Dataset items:
+-------+

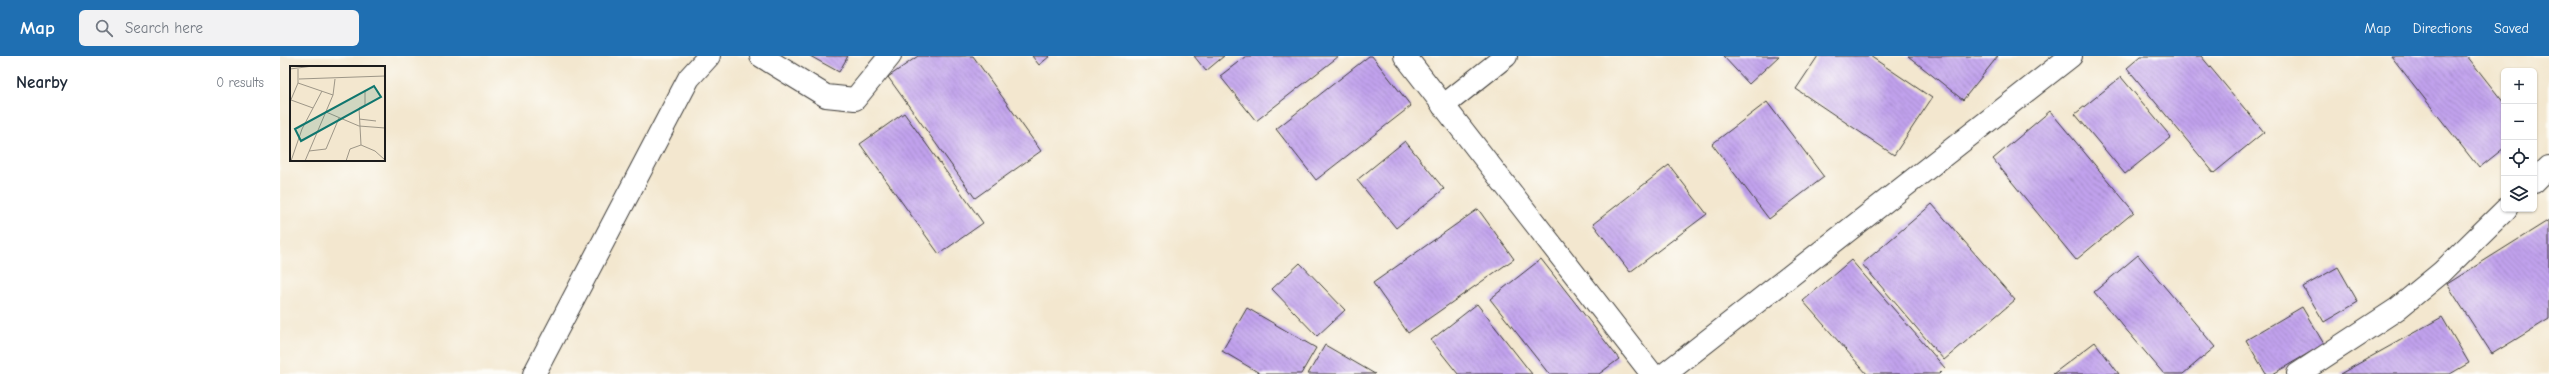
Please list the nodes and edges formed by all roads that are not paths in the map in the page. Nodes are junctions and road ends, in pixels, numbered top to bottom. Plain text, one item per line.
1 (709, 56) edge
2 (761, 56) edge
3 (890, 56) edge
4 (1405, 56) edge
5 (1506, 56) edge
6 (2071, 56) edge
7 (1443, 106) junction
8 (2549, 167) edge
9 (2537, 179) edge
10 (2503, 212) edge
11 (534, 374) edge
12 (1652, 374) edge
13 (1665, 374) edge
14 (2298, 374) edge

1 - 11 street
2 - 3 street
4 - 7 street
5 - 7 street
6 - 13 street
7 - 12 street
8 - 9 street
10 - 14 street

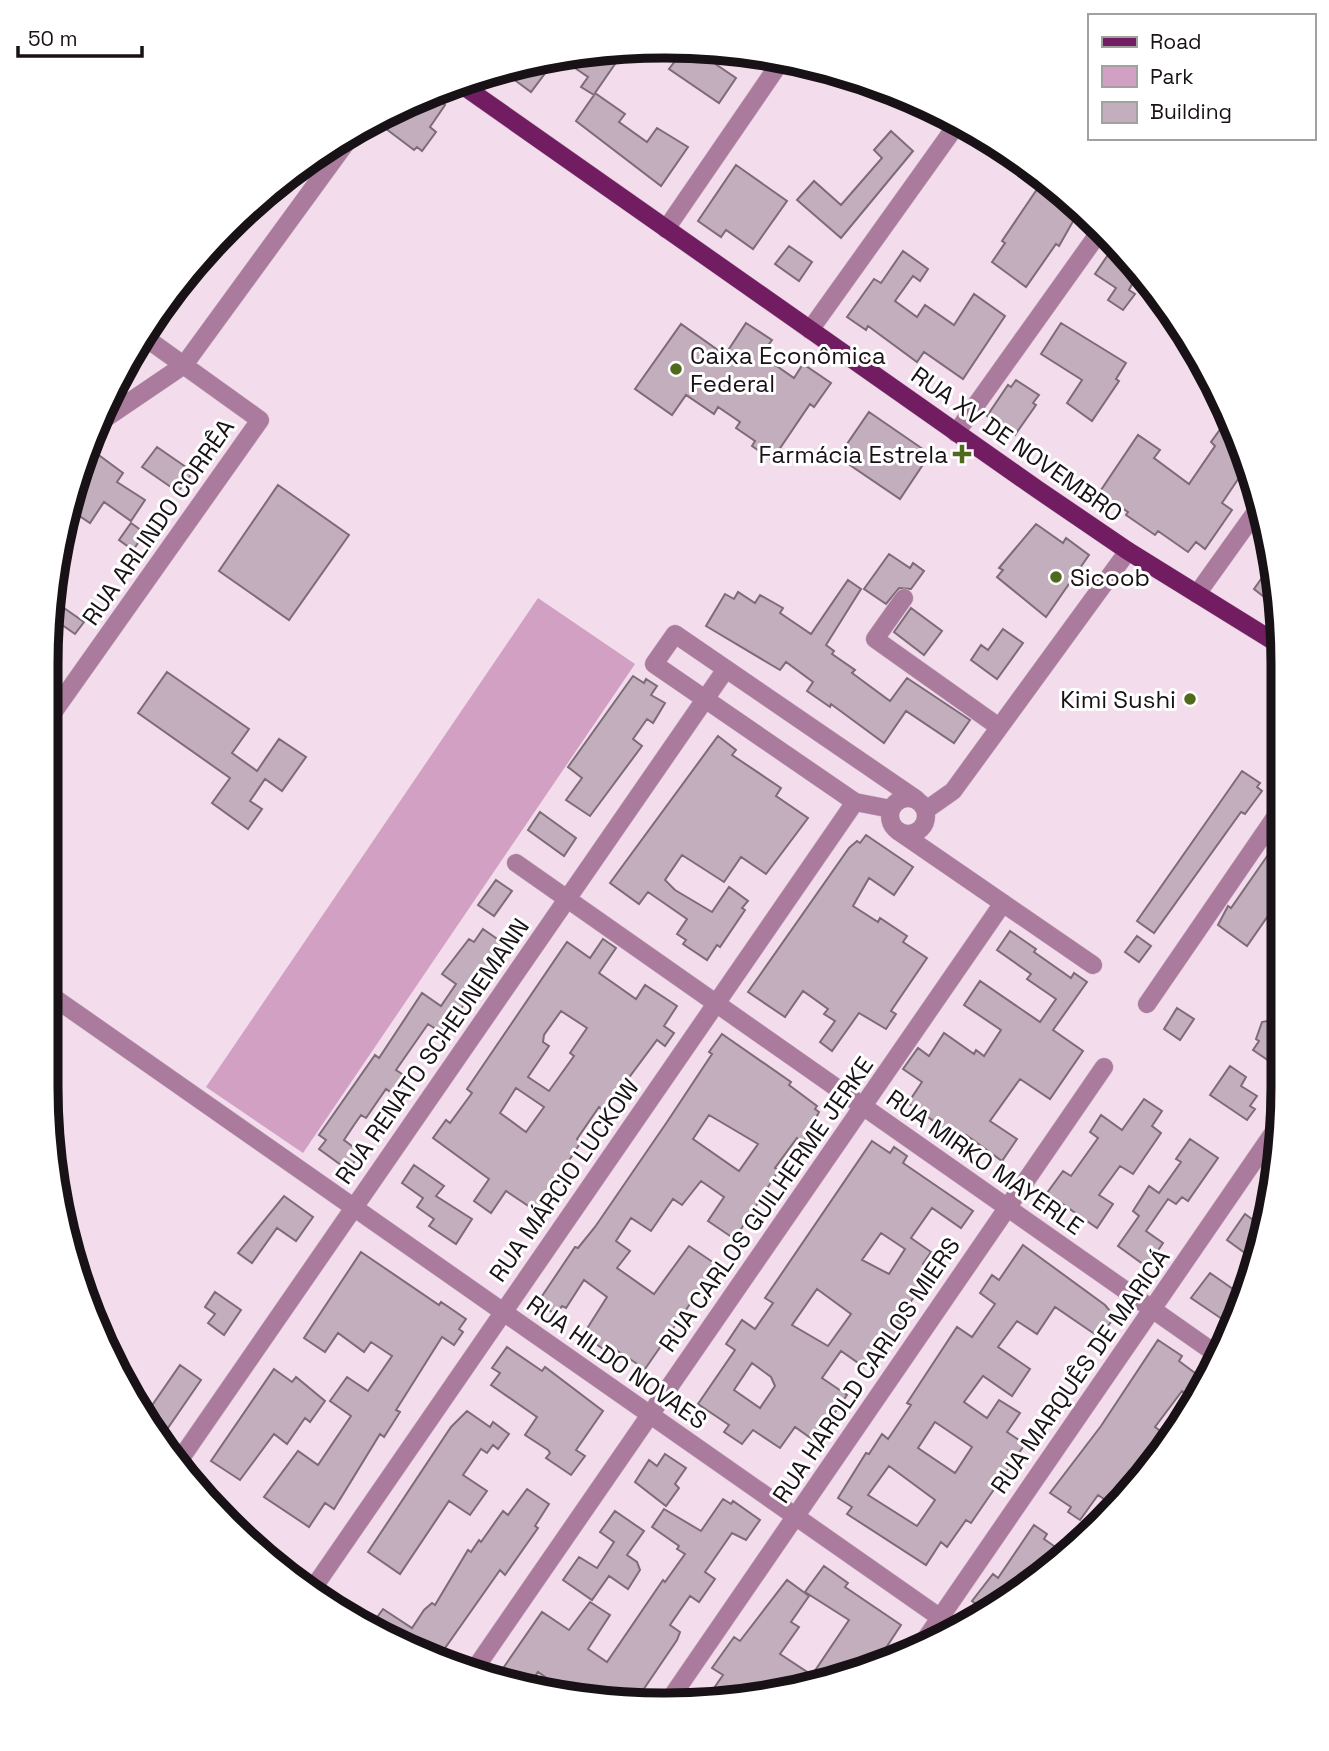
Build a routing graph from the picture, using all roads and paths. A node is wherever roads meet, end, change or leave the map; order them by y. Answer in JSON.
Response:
{"nodes":[{"id":1,"x":776,"y":68,"type":"edge"},
{"id":2,"x":469,"y":90,"type":"edge"},
{"id":3,"x":953,"y":131,"type":"edge"},
{"id":4,"x":339,"y":153,"type":"edge"},
{"id":5,"x":666,"y":229,"type":"junction"},
{"id":6,"x":1096,"y":237,"type":"edge"},
{"id":7,"x":810,"y":330,"type":"junction"},
{"id":8,"x":151,"y":342,"type":"edge"},
{"id":9,"x":184,"y":365,"type":"junction"},
{"id":10,"x":112,"y":414,"type":"edge"},
{"id":11,"x":956,"y":433,"type":"junction"},
{"id":12,"x":1253,"y":516,"type":"edge"},
{"id":13,"x":1128,"y":551,"type":"junction"},
{"id":14,"x":1197,"y":594,"type":"junction"},
{"id":15,"x":904,"y":598,"type":"dead end"},
{"id":16,"x":1270,"y":639,"type":"edge"},
{"id":17,"x":726,"y":669,"type":"junction"},
{"id":18,"x":705,"y":699,"type":"junction"},
{"id":19,"x":58,"y":705,"type":"edge"},
{"id":20,"x":999,"y":727,"type":"junction"},
{"id":21,"x":855,"y":802,"type":"junction"},
{"id":22,"x":921,"y":805,"type":"junction"},
{"id":23,"x":891,"y":808,"type":"junction"},
{"id":24,"x":1271,"y":823,"type":"edge"},
{"id":25,"x":898,"y":831,"type":"junction"},
{"id":26,"x":516,"y":863,"type":"dead end"},
{"id":27,"x":567,"y":899,"type":"junction"},
{"id":28,"x":1003,"y":903,"type":"junction"},
{"id":29,"x":1093,"y":965,"type":"dead end"},
{"id":30,"x":58,"y":1000,"type":"edge"},
{"id":31,"x":716,"y":1003,"type":"junction"},
{"id":32,"x":1147,"y":1004,"type":"dead end"},
{"id":33,"x":1104,"y":1067,"type":"dead end"},
{"id":34,"x":863,"y":1107,"type":"junction"},
{"id":35,"x":1269,"y":1140,"type":"edge"},
{"id":36,"x":354,"y":1208,"type":"junction"},
{"id":37,"x":1007,"y":1208,"type":"junction"},
{"id":38,"x":1152,"y":1309,"type":"junction"},
{"id":39,"x":503,"y":1312,"type":"junction"},
{"id":40,"x":1211,"y":1350,"type":"edge"},
{"id":41,"x":650,"y":1415,"type":"junction"},
{"id":42,"x":183,"y":1456,"type":"edge"},
{"id":43,"x":795,"y":1516,"type":"junction"},
{"id":44,"x":316,"y":1583,"type":"edge"},
{"id":45,"x":947,"y":1623,"type":"edge"},
{"id":46,"x":478,"y":1664,"type":"edge"},
{"id":47,"x":674,"y":1693,"type":"edge"}],
"edges":[{"from":1,"to":5,"type":"street"},
{"from":2,"to":5,"type":"main road","name":"RUA XV DE NOVEMBRO"},
{"from":3,"to":7,"type":"street"},
{"from":4,"to":9,"type":"street"},
{"from":5,"to":7,"type":"main road","name":"RUA XV DE NOVEMBRO"},
{"from":6,"to":11,"type":"street"},
{"from":7,"to":11,"type":"main road","name":"RUA XV DE NOVEMBRO"},
{"from":8,"to":9,"type":"street"},
{"from":9,"to":10,"type":"street"},
{"from":9,"to":19,"type":"street","name":"RUA ARLINDO CORRÊA"},
{"from":11,"to":13,"type":"main road","name":"RUA XV DE NOVEMBRO"},
{"from":12,"to":14,"type":"street"},
{"from":13,"to":14,"type":"main road","name":"RUA XV DE NOVEMBRO"},
{"from":13,"to":20,"type":"street"},
{"from":14,"to":16,"type":"main road","name":"RUA XV DE NOVEMBRO"},
{"from":15,"to":20,"type":"street"},
{"from":17,"to":18,"type":"street","name":"RUA RENATO SCHEUNEMANN"},
{"from":17,"to":18,"type":"street"},
{"from":17,"to":22,"type":"street"},
{"from":18,"to":21,"type":"street"},
{"from":18,"to":27,"type":"street","name":"RUA RENATO SCHEUNEMANN"},
{"from":20,"to":22,"type":"street"},
{"from":21,"to":23,"type":"street"},
{"from":21,"to":31,"type":"street","name":"RUA MÁRCIO LUCKOW"},
{"from":22,"to":23,"type":"street"},
{"from":22,"to":25,"type":"street"},
{"from":23,"to":25,"type":"street"},
{"from":24,"to":32,"type":"street"},
{"from":25,"to":28,"type":"street"},
{"from":26,"to":27,"type":"street","name":"RUA MIRKO MAYERLE"},
{"from":27,"to":31,"type":"street","name":"RUA MIRKO MAYERLE"},
{"from":27,"to":36,"type":"street","name":"RUA RENATO SCHEUNEMANN"},
{"from":28,"to":29,"type":"street"},
{"from":28,"to":34,"type":"street","name":"RUA CARLOS GUILHERME JERKE"},
{"from":30,"to":36,"type":"street","name":"RUA HILDO NOVAES"},
{"from":31,"to":34,"type":"street","name":"RUA MIRKO MAYERLE"},
{"from":31,"to":39,"type":"street","name":"RUA MÁRCIO LUCKOW"},
{"from":33,"to":37,"type":"street","name":"RUA HAROLD CARLOS MIERS"},
{"from":34,"to":37,"type":"street","name":"RUA MIRKO MAYERLE"},
{"from":34,"to":41,"type":"street","name":"RUA CARLOS GUILHERME JERKE"},
{"from":35,"to":38,"type":"street","name":"RUA MARQUÊS DE MARICÁ"},
{"from":36,"to":39,"type":"street","name":"RUA HILDO NOVAES"},
{"from":36,"to":42,"type":"street","name":"RUA RENATO SCHEUNEMANN"},
{"from":37,"to":38,"type":"street","name":"RUA MIRKO MAYERLE"},
{"from":37,"to":43,"type":"street","name":"RUA HAROLD CARLOS MIERS"},
{"from":38,"to":40,"type":"street","name":"RUA MIRKO MAYERLE"},
{"from":38,"to":45,"type":"street","name":"RUA MARQUÊS DE MARICÁ"},
{"from":39,"to":41,"type":"street","name":"RUA HILDO NOVAES"},
{"from":39,"to":44,"type":"street","name":"RUA MÁRCIO LUCKOW"},
{"from":41,"to":43,"type":"street","name":"RUA HILDO NOVAES"},
{"from":41,"to":46,"type":"street","name":"RUA CARLOS GUILHERME JERKE"},
{"from":43,"to":45,"type":"street","name":"RUA HILDO NOVAES"},
{"from":43,"to":47,"type":"street","name":"RUA HAROLD CARLOS MIERS"}]}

+-------+

__Task to complete__: Retype all entries exactly; omit pictures.

__Answer__:
Please list the nodes and edges formed by all roads that are not paths in the map in the page. Nodes are junctions and road ends, in pixels, numbered top to bottom. Plain text, one item per line.
1 (709, 56) edge
2 (761, 56) edge
3 (890, 56) edge
4 (1405, 56) edge
5 (1506, 56) edge
6 (2071, 56) edge
7 (1443, 106) junction
8 (2549, 167) edge
9 (2537, 179) edge
10 (2503, 212) edge
11 (534, 374) edge
12 (1652, 374) edge
13 (1665, 374) edge
14 (2298, 374) edge

1 - 11 street
2 - 3 street
4 - 7 street
5 - 7 street
6 - 13 street
7 - 12 street
8 - 9 street
10 - 14 street

Build a routing graph from the picture, using all roads and paths. A node is wherever roads meet, end, change or leave the map; order them by y. Answer in JSON.
Response:
{"nodes":[{"id":1,"x":776,"y":68,"type":"edge"},
{"id":2,"x":469,"y":90,"type":"edge"},
{"id":3,"x":953,"y":131,"type":"edge"},
{"id":4,"x":339,"y":153,"type":"edge"},
{"id":5,"x":666,"y":229,"type":"junction"},
{"id":6,"x":1096,"y":237,"type":"edge"},
{"id":7,"x":810,"y":330,"type":"junction"},
{"id":8,"x":151,"y":342,"type":"edge"},
{"id":9,"x":184,"y":365,"type":"junction"},
{"id":10,"x":112,"y":414,"type":"edge"},
{"id":11,"x":956,"y":433,"type":"junction"},
{"id":12,"x":1253,"y":516,"type":"edge"},
{"id":13,"x":1128,"y":551,"type":"junction"},
{"id":14,"x":1197,"y":594,"type":"junction"},
{"id":15,"x":904,"y":598,"type":"dead end"},
{"id":16,"x":1270,"y":639,"type":"edge"},
{"id":17,"x":726,"y":669,"type":"junction"},
{"id":18,"x":705,"y":699,"type":"junction"},
{"id":19,"x":58,"y":705,"type":"edge"},
{"id":20,"x":999,"y":727,"type":"junction"},
{"id":21,"x":855,"y":802,"type":"junction"},
{"id":22,"x":921,"y":805,"type":"junction"},
{"id":23,"x":891,"y":808,"type":"junction"},
{"id":24,"x":1271,"y":823,"type":"edge"},
{"id":25,"x":898,"y":831,"type":"junction"},
{"id":26,"x":516,"y":863,"type":"dead end"},
{"id":27,"x":567,"y":899,"type":"junction"},
{"id":28,"x":1003,"y":903,"type":"junction"},
{"id":29,"x":1093,"y":965,"type":"dead end"},
{"id":30,"x":58,"y":1000,"type":"edge"},
{"id":31,"x":716,"y":1003,"type":"junction"},
{"id":32,"x":1147,"y":1004,"type":"dead end"},
{"id":33,"x":1104,"y":1067,"type":"dead end"},
{"id":34,"x":863,"y":1107,"type":"junction"},
{"id":35,"x":1269,"y":1140,"type":"edge"},
{"id":36,"x":354,"y":1208,"type":"junction"},
{"id":37,"x":1007,"y":1208,"type":"junction"},
{"id":38,"x":1152,"y":1309,"type":"junction"},
{"id":39,"x":503,"y":1312,"type":"junction"},
{"id":40,"x":1211,"y":1350,"type":"edge"},
{"id":41,"x":650,"y":1415,"type":"junction"},
{"id":42,"x":183,"y":1456,"type":"edge"},
{"id":43,"x":795,"y":1516,"type":"junction"},
{"id":44,"x":316,"y":1583,"type":"edge"},
{"id":45,"x":947,"y":1623,"type":"edge"},
{"id":46,"x":478,"y":1664,"type":"edge"},
{"id":47,"x":674,"y":1693,"type":"edge"}],
"edges":[{"from":1,"to":5,"type":"street"},
{"from":2,"to":5,"type":"main road","name":"RUA XV DE NOVEMBRO"},
{"from":3,"to":7,"type":"street"},
{"from":4,"to":9,"type":"street"},
{"from":5,"to":7,"type":"main road","name":"RUA XV DE NOVEMBRO"},
{"from":6,"to":11,"type":"street"},
{"from":7,"to":11,"type":"main road","name":"RUA XV DE NOVEMBRO"},
{"from":8,"to":9,"type":"street"},
{"from":9,"to":10,"type":"street"},
{"from":9,"to":19,"type":"street","name":"RUA ARLINDO CORRÊA"},
{"from":11,"to":13,"type":"main road","name":"RUA XV DE NOVEMBRO"},
{"from":12,"to":14,"type":"street"},
{"from":13,"to":14,"type":"main road","name":"RUA XV DE NOVEMBRO"},
{"from":13,"to":20,"type":"street"},
{"from":14,"to":16,"type":"main road","name":"RUA XV DE NOVEMBRO"},
{"from":15,"to":20,"type":"street"},
{"from":17,"to":18,"type":"street","name":"RUA RENATO SCHEUNEMANN"},
{"from":17,"to":18,"type":"street"},
{"from":17,"to":22,"type":"street"},
{"from":18,"to":21,"type":"street"},
{"from":18,"to":27,"type":"street","name":"RUA RENATO SCHEUNEMANN"},
{"from":20,"to":22,"type":"street"},
{"from":21,"to":23,"type":"street"},
{"from":21,"to":31,"type":"street","name":"RUA MÁRCIO LUCKOW"},
{"from":22,"to":23,"type":"street"},
{"from":22,"to":25,"type":"street"},
{"from":23,"to":25,"type":"street"},
{"from":24,"to":32,"type":"street"},
{"from":25,"to":28,"type":"street"},
{"from":26,"to":27,"type":"street","name":"RUA MIRKO MAYERLE"},
{"from":27,"to":31,"type":"street","name":"RUA MIRKO MAYERLE"},
{"from":27,"to":36,"type":"street","name":"RUA RENATO SCHEUNEMANN"},
{"from":28,"to":29,"type":"street"},
{"from":28,"to":34,"type":"street","name":"RUA CARLOS GUILHERME JERKE"},
{"from":30,"to":36,"type":"street","name":"RUA HILDO NOVAES"},
{"from":31,"to":34,"type":"street","name":"RUA MIRKO MAYERLE"},
{"from":31,"to":39,"type":"street","name":"RUA MÁRCIO LUCKOW"},
{"from":33,"to":37,"type":"street","name":"RUA HAROLD CARLOS MIERS"},
{"from":34,"to":37,"type":"street","name":"RUA MIRKO MAYERLE"},
{"from":34,"to":41,"type":"street","name":"RUA CARLOS GUILHERME JERKE"},
{"from":35,"to":38,"type":"street","name":"RUA MARQUÊS DE MARICÁ"},
{"from":36,"to":39,"type":"street","name":"RUA HILDO NOVAES"},
{"from":36,"to":42,"type":"street","name":"RUA RENATO SCHEUNEMANN"},
{"from":37,"to":38,"type":"street","name":"RUA MIRKO MAYERLE"},
{"from":37,"to":43,"type":"street","name":"RUA HAROLD CARLOS MIERS"},
{"from":38,"to":40,"type":"street","name":"RUA MIRKO MAYERLE"},
{"from":38,"to":45,"type":"street","name":"RUA MARQUÊS DE MARICÁ"},
{"from":39,"to":41,"type":"street","name":"RUA HILDO NOVAES"},
{"from":39,"to":44,"type":"street","name":"RUA MÁRCIO LUCKOW"},
{"from":41,"to":43,"type":"street","name":"RUA HILDO NOVAES"},
{"from":41,"to":46,"type":"street","name":"RUA CARLOS GUILHERME JERKE"},
{"from":43,"to":45,"type":"street","name":"RUA HILDO NOVAES"},
{"from":43,"to":47,"type":"street","name":"RUA HAROLD CARLOS MIERS"}]}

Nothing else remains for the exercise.